2. Crack the allspice, bay, whole peppercorns and first tranches of sage and thyme together, either with a mortar and pestle or in a spice grinder.

3. Grease the loaf pan with the lard or butter and coat the pan evenly with the cracked seasonings from Step 2.

Preheat the oven to 375°

5. Mix together the pork fat, onion and eggs, then fold in the liver.

6. Heat the reserved cooking liquid and stir it into the cornmeal, let it cool and then combine it with the liver mixture.

7. Mix all the seasonings into the pudding batter and destroy it in a food processor if you have one; do not worry if you do not, the texture will be coarser and different, no worse.

8. Carefully spoon the batter into the pan without knocking the cracked seasonings off of its sides and cover it tightly with foil.

9. Put the loaf pan in the bigger pan and pour boiling water to a depth of about an inch around the loaf pan.

10. Bake the pudding until it pulls away from the sides of the loaf pan and its internal temperature reaches 165°, usually about an hour.

11. Let the pudding cool, turn it out of the loaf pan and refrigerate it wrapped snugly in plastic.

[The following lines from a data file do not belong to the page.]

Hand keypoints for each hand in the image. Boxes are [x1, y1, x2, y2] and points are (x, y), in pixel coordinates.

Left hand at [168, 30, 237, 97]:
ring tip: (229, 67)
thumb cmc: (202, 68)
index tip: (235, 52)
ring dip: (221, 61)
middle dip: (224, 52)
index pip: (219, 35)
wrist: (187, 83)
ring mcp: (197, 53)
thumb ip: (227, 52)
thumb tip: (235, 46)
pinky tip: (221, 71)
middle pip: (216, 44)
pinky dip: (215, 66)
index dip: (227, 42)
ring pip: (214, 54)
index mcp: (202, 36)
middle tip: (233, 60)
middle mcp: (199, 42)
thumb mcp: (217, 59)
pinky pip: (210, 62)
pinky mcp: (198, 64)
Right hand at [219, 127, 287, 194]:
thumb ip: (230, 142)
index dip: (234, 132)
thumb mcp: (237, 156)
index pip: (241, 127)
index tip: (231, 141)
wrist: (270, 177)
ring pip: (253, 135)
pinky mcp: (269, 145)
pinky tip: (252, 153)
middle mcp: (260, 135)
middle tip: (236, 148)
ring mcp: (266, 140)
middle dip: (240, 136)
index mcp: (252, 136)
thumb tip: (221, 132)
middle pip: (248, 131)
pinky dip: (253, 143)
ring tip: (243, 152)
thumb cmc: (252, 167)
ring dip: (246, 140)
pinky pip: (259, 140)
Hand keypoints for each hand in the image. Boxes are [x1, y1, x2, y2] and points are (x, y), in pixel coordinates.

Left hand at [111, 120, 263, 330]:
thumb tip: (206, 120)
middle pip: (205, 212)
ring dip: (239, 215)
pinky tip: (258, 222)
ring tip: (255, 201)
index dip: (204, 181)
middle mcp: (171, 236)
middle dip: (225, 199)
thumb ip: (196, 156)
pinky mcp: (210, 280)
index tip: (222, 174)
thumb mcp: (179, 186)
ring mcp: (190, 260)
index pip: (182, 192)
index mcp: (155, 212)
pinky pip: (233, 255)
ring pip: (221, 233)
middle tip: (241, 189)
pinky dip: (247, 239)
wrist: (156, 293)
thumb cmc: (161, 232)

12. To serve the pudding, cut it into ½ inch thick slices, dust it with seasoned flour and fry until crisp.

Further notes:

- It is more than passing difficult to pulverize bay, and since nobody wants knifelike shards of bay in his or her system, the bay needs to be finely powdered. That presents a problem, because the other seasonings for the outside of the pudding ought to be coarse, so we recommend powdered bay, especially if you do not have a spice mill. If you do have one, be careful not to overprocess the spice and herbs.

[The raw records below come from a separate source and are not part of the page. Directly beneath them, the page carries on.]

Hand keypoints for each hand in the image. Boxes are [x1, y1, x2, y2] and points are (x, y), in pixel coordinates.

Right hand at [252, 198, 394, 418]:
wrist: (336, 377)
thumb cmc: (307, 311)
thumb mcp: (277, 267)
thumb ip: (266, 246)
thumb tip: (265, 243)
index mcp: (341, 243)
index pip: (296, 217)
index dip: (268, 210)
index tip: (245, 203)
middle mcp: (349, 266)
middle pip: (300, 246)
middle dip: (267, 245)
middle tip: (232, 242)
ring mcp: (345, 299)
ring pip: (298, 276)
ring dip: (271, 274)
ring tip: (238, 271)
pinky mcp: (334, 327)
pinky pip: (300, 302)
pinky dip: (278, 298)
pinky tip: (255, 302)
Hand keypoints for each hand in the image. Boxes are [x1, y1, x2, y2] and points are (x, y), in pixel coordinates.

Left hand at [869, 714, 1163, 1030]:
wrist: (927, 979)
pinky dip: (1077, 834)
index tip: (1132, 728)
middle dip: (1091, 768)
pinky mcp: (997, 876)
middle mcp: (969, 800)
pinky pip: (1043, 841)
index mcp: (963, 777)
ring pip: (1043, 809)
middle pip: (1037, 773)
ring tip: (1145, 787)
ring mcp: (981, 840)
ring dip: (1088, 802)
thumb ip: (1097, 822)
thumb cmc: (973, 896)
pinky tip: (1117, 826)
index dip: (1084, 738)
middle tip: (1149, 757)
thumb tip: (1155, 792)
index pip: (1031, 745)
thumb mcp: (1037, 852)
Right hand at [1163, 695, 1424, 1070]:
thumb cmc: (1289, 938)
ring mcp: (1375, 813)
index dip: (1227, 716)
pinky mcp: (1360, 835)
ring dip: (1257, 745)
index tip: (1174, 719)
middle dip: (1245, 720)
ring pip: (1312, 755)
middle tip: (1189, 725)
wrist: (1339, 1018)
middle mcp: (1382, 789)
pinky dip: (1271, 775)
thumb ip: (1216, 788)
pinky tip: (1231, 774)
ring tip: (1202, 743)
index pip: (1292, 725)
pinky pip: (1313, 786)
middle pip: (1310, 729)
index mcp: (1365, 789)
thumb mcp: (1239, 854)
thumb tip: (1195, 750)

- Neal cuts his liver into bigger, one inch chunks, which is fine unless you do not have a food processor (see Step 7).

- Raw liver is elastic and therefore can be awkward to cut. If you put the liver in the freezer for 10-15 minutes, however, it will be a little easier to handle. In general, liver freezes pretty well for storage too. This pudding is a particularly appropriate use of liver that has been frozen because texture is not an issue.

- Instead of parboiling the liver, you can grind it raw, but then you will need to cook the pudding longer, for almost two hours, and will not have any livery liquid; then you would need to substitute pork, beef or chicken stock at Step 6. That might make the pudding more palatable to people wary of liver, but it misses the point of the preparation and you are not likely to get those people to try it anyway.

- Pork liver is widely available all over Britain but is extremely hard to find in the United States. The Editor has bought fresh pork liver in Boston’s Chinatown and has found it frozen in Chinese groceries, both in Rhode Island and New York. Sometimes big supermarkets in neighborhoods with a Hispanic or Portuguese population, like Seabra’s in the Newark Ironbound, stock it too.

- Neal advises his reader to fry the liver in any fat of preference: “bacon, butter, lard or vegetable oil.” (Southern Cooking 98) We like bacon fat best.